Work instruction |
Copy, from the material below, each line where "ЛІКАРНЯНА" shows up.

Extracted data |
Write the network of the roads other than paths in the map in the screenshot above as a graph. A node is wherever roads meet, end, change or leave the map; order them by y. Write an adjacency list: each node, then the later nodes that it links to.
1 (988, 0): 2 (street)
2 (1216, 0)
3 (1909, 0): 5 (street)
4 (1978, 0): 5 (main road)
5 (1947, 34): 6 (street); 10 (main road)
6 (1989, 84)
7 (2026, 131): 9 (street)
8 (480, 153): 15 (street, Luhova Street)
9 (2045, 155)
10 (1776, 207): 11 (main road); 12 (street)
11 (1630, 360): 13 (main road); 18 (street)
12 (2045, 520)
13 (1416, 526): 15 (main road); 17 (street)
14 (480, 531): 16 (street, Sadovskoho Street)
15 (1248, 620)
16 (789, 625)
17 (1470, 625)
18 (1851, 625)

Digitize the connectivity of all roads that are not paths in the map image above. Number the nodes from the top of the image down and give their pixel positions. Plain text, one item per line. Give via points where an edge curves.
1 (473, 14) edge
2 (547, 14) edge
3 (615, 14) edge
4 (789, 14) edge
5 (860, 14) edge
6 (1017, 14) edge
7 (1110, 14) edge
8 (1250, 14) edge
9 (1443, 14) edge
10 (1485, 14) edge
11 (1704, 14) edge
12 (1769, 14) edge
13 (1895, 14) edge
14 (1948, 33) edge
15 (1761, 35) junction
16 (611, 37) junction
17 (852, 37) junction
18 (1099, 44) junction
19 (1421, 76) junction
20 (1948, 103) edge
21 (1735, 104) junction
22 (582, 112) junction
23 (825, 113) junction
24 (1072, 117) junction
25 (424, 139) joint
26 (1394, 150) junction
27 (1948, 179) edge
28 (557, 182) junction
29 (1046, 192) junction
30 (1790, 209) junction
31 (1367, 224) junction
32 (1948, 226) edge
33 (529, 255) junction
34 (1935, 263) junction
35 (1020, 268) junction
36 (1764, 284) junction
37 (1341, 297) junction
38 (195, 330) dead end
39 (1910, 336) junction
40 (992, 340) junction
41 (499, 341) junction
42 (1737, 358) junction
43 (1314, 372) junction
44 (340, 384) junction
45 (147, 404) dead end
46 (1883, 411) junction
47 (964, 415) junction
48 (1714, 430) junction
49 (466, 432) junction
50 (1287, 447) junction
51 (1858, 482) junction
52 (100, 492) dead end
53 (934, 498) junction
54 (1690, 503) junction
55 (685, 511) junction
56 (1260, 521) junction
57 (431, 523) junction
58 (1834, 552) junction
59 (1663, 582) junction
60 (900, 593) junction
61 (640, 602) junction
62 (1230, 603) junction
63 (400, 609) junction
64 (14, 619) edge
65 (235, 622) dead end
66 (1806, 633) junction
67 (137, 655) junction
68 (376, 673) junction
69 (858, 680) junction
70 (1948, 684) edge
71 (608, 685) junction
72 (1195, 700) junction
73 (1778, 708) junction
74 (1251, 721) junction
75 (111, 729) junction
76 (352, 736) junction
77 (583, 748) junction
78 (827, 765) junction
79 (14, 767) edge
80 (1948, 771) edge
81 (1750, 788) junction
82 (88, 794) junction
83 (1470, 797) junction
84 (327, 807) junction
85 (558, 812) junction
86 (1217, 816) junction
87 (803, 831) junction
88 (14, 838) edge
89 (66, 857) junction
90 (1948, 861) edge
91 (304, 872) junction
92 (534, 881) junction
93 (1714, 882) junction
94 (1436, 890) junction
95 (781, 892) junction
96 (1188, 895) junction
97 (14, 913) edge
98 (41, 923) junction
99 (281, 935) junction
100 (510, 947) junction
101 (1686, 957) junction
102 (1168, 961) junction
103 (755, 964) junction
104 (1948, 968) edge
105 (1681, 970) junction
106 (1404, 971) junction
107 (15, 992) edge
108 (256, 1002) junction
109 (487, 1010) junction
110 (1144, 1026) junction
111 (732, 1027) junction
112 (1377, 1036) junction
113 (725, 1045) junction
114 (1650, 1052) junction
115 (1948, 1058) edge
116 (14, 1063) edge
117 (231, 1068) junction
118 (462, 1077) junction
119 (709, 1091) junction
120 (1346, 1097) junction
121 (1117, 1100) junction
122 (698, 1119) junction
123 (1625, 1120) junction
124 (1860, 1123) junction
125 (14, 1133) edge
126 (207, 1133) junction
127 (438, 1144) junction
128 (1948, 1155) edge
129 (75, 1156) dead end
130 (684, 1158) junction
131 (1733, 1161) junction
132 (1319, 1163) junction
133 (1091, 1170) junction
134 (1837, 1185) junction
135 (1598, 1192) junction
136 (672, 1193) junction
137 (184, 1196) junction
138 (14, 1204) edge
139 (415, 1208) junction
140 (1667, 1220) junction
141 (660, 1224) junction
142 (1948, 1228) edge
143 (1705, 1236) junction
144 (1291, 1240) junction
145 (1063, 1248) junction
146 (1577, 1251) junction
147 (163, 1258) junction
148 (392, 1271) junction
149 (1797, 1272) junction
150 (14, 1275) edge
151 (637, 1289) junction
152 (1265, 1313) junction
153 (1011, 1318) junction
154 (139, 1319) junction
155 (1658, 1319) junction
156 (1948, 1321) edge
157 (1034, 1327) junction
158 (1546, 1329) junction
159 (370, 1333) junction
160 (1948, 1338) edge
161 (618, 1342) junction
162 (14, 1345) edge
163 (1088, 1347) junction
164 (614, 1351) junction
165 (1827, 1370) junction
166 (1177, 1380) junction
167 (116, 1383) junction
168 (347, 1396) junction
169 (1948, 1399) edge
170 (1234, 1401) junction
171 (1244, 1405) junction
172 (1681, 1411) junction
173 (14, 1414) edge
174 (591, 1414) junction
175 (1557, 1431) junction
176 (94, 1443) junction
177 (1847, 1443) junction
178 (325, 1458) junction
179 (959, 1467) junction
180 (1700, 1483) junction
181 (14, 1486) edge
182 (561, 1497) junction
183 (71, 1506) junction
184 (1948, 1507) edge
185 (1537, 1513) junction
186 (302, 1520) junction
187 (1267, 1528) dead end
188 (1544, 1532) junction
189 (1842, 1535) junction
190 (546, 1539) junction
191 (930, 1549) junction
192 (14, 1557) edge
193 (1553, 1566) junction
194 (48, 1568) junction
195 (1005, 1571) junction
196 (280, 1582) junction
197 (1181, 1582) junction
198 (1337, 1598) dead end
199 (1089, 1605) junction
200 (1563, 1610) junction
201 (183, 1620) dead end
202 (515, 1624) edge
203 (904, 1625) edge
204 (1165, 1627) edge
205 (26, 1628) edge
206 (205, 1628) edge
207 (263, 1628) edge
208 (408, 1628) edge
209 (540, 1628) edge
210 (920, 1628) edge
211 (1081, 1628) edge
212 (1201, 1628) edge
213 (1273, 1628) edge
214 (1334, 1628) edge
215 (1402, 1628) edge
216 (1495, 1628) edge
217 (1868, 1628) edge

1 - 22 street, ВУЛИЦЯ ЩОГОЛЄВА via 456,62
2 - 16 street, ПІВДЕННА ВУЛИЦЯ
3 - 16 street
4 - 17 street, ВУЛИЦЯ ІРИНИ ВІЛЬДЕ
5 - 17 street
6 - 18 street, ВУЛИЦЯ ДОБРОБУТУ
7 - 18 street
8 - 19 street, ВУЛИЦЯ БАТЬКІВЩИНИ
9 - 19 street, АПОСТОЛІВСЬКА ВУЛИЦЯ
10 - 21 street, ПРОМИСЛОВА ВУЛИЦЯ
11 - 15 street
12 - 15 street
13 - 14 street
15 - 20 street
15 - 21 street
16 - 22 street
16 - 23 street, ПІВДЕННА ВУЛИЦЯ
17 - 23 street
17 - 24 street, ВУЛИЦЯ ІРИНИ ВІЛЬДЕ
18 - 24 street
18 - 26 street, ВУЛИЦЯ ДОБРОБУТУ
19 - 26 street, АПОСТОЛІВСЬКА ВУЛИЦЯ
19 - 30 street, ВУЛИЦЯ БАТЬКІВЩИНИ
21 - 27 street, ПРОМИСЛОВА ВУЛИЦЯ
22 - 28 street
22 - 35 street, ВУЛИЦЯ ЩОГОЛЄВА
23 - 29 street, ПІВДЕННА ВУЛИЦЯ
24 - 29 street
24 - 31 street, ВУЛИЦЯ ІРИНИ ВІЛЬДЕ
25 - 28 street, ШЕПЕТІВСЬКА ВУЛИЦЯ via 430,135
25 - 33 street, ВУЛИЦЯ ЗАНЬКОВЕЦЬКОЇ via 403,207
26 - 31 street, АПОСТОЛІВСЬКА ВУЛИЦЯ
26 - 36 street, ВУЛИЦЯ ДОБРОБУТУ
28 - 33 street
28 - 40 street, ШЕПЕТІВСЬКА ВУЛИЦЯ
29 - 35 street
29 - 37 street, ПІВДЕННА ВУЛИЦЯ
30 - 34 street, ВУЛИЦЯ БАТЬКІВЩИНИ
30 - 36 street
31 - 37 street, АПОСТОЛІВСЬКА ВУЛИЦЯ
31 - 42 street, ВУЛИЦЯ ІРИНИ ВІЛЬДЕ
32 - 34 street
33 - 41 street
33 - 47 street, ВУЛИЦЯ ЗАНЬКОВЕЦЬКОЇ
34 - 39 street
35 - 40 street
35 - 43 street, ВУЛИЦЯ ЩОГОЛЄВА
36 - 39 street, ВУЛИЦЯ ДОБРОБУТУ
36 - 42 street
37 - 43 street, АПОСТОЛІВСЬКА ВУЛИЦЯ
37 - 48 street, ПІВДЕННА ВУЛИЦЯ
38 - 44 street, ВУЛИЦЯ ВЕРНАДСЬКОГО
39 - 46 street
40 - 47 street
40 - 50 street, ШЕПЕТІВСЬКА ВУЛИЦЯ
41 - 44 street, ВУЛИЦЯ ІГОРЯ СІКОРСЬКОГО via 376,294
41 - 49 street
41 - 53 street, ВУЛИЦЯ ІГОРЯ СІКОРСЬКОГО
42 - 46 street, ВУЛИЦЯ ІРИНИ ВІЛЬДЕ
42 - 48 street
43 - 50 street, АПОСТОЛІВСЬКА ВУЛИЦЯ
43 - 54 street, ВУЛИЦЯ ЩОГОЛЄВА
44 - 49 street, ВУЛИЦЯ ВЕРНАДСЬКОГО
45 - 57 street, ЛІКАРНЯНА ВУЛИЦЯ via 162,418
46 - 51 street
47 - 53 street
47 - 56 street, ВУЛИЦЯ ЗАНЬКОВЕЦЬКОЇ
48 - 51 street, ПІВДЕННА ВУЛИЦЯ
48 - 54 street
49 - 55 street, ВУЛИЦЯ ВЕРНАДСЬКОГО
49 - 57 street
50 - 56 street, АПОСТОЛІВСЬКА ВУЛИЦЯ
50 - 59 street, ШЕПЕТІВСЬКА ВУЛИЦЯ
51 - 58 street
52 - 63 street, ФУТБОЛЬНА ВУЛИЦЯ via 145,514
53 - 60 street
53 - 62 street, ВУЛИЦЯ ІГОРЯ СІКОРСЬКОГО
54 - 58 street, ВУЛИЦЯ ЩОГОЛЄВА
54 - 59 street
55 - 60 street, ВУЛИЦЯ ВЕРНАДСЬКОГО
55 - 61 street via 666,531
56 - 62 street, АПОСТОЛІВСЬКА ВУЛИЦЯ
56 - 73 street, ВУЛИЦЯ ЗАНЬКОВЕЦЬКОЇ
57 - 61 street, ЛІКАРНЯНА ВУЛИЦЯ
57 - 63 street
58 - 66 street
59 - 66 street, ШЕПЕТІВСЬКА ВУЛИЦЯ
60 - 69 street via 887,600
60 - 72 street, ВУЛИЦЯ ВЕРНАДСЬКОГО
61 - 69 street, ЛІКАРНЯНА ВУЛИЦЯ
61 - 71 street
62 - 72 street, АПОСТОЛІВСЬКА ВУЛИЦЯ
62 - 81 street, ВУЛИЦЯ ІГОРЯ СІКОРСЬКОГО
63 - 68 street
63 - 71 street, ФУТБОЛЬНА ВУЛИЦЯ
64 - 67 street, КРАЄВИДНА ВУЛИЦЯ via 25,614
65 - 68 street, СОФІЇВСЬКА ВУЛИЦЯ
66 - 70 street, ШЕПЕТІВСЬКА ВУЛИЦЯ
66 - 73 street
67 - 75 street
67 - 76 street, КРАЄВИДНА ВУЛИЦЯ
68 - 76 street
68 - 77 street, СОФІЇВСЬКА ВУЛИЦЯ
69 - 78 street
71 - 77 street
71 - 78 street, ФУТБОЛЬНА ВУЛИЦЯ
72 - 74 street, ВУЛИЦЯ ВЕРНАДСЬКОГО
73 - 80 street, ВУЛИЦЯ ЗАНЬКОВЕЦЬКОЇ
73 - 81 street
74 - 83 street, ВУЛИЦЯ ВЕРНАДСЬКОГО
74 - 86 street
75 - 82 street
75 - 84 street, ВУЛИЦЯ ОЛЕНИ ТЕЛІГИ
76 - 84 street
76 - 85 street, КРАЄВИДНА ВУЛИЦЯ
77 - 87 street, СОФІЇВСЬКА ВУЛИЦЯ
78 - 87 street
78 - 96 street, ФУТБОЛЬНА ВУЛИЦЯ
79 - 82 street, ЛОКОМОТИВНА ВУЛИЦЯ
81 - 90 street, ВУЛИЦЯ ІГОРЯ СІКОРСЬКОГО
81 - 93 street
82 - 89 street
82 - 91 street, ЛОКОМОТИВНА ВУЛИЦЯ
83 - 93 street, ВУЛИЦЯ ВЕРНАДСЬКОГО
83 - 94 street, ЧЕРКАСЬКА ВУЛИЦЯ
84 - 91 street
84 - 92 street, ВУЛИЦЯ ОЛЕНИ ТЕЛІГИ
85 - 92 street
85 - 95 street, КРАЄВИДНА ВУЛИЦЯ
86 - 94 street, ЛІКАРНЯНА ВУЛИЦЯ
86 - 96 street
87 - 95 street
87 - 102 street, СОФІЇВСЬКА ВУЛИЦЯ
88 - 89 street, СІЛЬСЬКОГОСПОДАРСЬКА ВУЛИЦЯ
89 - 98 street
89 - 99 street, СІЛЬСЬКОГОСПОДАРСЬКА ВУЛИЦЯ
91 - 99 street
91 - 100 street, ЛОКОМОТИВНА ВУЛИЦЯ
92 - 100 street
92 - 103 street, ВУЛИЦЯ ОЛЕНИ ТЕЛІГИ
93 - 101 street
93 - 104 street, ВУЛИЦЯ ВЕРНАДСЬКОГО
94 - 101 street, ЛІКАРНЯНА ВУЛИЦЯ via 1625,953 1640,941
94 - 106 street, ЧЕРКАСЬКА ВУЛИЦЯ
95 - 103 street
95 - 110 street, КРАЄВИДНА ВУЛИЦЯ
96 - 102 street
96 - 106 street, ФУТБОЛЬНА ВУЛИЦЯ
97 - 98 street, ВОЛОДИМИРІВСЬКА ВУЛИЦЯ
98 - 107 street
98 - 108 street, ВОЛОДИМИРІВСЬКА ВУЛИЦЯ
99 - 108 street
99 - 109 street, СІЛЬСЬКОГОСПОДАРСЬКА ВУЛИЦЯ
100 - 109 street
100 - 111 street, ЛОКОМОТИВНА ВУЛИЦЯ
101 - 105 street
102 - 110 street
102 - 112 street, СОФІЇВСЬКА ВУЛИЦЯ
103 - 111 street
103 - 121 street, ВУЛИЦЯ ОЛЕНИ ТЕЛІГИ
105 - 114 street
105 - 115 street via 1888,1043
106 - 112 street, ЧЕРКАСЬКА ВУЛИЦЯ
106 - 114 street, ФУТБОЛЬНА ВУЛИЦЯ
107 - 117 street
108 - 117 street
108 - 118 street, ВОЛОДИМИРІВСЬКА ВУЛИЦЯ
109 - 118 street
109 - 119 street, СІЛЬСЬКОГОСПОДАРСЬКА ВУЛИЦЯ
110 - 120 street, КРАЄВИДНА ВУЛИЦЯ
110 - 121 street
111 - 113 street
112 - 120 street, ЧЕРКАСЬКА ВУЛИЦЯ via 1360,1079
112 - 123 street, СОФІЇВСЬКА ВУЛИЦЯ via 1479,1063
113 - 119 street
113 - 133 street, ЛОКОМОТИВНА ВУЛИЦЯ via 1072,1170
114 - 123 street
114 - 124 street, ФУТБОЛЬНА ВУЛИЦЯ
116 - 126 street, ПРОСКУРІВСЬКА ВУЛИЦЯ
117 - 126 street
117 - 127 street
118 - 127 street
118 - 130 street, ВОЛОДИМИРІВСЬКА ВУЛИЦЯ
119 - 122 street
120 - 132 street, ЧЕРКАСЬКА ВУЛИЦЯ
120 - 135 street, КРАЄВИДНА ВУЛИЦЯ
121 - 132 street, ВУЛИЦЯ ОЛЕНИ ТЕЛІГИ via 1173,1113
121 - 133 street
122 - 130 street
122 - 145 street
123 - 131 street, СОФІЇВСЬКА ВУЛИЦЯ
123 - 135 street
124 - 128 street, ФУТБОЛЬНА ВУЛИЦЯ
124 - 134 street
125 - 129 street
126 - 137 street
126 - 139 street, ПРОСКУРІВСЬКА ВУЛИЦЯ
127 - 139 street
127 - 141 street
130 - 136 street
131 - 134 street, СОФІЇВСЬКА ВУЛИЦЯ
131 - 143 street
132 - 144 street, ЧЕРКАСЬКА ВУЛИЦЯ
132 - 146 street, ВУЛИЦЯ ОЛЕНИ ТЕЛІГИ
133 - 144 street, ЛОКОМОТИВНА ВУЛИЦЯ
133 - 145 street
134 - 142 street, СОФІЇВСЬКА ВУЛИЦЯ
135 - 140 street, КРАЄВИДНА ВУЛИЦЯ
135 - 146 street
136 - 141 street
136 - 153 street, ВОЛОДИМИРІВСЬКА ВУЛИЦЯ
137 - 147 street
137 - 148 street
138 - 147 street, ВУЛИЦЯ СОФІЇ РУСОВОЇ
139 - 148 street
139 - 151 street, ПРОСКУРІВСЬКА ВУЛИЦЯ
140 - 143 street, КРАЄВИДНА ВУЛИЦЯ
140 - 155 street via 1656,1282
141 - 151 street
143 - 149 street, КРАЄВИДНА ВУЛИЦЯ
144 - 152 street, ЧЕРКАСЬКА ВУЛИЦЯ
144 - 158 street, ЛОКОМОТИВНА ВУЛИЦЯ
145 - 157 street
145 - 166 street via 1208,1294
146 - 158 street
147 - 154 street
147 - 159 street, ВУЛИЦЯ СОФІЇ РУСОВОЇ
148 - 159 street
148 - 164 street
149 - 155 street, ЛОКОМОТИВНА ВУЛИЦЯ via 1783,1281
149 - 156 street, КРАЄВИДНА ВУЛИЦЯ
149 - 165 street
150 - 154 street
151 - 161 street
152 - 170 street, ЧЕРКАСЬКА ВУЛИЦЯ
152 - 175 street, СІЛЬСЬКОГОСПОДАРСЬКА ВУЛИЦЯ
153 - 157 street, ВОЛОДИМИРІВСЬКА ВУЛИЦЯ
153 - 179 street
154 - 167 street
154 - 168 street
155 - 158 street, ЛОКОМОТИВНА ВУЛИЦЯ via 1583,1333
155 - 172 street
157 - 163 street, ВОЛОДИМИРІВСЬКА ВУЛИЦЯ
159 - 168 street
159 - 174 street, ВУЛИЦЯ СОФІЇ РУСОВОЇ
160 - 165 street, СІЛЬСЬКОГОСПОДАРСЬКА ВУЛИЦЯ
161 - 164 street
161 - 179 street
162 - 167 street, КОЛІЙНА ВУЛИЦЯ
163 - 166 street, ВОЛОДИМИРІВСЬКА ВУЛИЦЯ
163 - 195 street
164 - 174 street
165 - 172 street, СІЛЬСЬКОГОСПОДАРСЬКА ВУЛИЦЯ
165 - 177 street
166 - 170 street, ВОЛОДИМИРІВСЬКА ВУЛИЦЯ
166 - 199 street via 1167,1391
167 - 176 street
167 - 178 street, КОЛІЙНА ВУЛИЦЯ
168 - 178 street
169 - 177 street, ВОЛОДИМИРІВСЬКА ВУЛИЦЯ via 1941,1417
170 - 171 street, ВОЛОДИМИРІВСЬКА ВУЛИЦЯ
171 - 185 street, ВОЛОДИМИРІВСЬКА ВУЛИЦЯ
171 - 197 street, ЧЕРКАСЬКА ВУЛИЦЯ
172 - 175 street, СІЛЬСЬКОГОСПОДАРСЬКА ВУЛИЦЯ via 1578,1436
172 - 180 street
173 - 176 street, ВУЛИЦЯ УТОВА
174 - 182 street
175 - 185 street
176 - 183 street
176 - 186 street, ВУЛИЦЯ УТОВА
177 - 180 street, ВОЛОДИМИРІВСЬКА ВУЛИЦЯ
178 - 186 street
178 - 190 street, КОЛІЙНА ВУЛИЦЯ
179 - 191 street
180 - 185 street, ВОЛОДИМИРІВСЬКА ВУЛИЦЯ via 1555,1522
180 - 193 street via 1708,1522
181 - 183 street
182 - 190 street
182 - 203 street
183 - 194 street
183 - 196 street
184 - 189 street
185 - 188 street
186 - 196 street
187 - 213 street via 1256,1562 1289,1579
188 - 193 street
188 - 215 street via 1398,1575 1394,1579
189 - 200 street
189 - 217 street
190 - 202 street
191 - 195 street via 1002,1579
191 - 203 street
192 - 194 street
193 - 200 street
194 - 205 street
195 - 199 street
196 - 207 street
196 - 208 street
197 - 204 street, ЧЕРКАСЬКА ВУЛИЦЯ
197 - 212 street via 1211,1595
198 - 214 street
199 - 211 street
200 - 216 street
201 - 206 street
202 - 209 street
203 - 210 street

Task solution |
45 - 57 street, ЛІКАРНЯНА ВУЛИЦЯ via 162,418
57 - 61 street, ЛІКАРНЯНА ВУЛИЦЯ
61 - 69 street, ЛІКАРНЯНА ВУЛИЦЯ
86 - 94 street, ЛІКАРНЯНА ВУЛИЦЯ
94 - 101 street, ЛІКАРНЯНА ВУЛИЦЯ via 1625,953 1640,941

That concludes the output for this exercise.